* WHAT YOU WILL DO: Could each entry be returned exactly as it appears?

* SUPPLIED ENTRIES:
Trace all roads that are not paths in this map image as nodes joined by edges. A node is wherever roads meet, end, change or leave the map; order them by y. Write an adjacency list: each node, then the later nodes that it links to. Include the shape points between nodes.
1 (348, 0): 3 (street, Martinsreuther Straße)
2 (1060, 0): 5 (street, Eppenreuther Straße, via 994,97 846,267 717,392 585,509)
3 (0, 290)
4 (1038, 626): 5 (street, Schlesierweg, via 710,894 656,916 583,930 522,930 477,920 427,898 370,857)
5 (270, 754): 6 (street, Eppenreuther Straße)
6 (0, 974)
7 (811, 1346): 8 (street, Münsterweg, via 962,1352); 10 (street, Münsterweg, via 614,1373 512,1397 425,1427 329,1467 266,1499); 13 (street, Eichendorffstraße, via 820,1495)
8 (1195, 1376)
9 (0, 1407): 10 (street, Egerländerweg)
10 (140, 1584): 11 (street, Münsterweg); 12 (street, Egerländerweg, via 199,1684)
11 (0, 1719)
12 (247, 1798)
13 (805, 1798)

* REPLY TO THE TASK:
Trace all roads that are not paths in this map image as nodes joined by edges. A node is wherever roads meet, end, change or leave the map; order them by y. Write an adjacency list: each node, then the later nodes that it links to. Include the shape points between nodes.
1 (348, 0): 3 (street, Martinsreuther Straße)
2 (1060, 0): 5 (street, Eppenreuther Straße, via 994,97 846,267 717,392 585,509)
3 (0, 290)
4 (1038, 626): 5 (street, Schlesierweg, via 710,894 656,916 583,930 522,930 477,920 427,898 370,857)
5 (270, 754): 6 (street, Eppenreuther Straße)
6 (0, 974)
7 (811, 1346): 8 (street, Münsterweg, via 962,1352); 10 (street, Münsterweg, via 614,1373 512,1397 425,1427 329,1467 266,1499); 13 (street, Eichendorffstraße, via 820,1495)
8 (1195, 1376)
9 (0, 1407): 10 (street, Egerländerweg)
10 (140, 1584): 11 (street, Münsterweg); 12 (street, Egerländerweg, via 199,1684)
11 (0, 1719)
12 (247, 1798)
13 (805, 1798)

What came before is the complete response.